*** Opening of DATA FOR PROCESSING ***
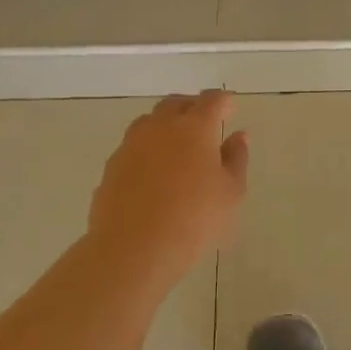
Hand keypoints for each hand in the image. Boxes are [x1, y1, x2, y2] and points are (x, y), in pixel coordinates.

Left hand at [87, 91, 248, 287]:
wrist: (134, 248)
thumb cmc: (194, 219)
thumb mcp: (231, 192)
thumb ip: (236, 159)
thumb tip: (238, 136)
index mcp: (195, 127)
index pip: (212, 100)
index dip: (223, 101)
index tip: (230, 107)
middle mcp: (160, 127)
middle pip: (176, 104)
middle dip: (193, 107)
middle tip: (205, 122)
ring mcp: (131, 145)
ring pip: (150, 121)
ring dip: (166, 124)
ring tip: (177, 144)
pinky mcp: (112, 166)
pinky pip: (133, 146)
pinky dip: (147, 149)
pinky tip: (154, 171)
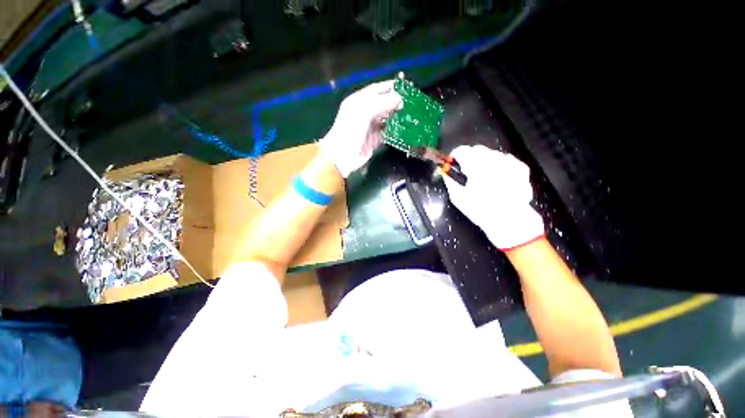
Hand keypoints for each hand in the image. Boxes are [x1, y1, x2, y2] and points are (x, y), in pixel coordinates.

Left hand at [318, 80, 402, 177]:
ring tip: (410, 114)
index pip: (376, 90)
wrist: (343, 156)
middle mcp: (364, 112)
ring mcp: (369, 127)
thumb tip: (399, 99)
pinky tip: (403, 128)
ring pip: (385, 118)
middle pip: (382, 104)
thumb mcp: (364, 112)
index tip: (404, 86)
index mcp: (358, 102)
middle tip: (410, 102)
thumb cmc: (350, 130)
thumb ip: (382, 103)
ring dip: (396, 116)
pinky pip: (386, 132)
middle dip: (395, 102)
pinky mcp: (374, 140)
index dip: (389, 87)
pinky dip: (394, 130)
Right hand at [443, 145, 544, 249]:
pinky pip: (505, 160)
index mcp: (475, 164)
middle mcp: (492, 158)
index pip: (460, 151)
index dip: (454, 158)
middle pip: (476, 150)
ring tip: (484, 179)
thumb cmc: (480, 209)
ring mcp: (509, 162)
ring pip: (490, 154)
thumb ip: (449, 180)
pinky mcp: (520, 167)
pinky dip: (499, 166)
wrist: (510, 220)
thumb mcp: (457, 197)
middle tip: (468, 174)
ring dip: (484, 162)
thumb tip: (444, 171)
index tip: (453, 166)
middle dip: (470, 159)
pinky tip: (498, 180)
*** Close of DATA FOR PROCESSING ***
### [WHAT YOU HAVE TO DO]
How many lines in the entries above include the string "thumb"? Give only the number.

### [FINISHED EXERCISE]
12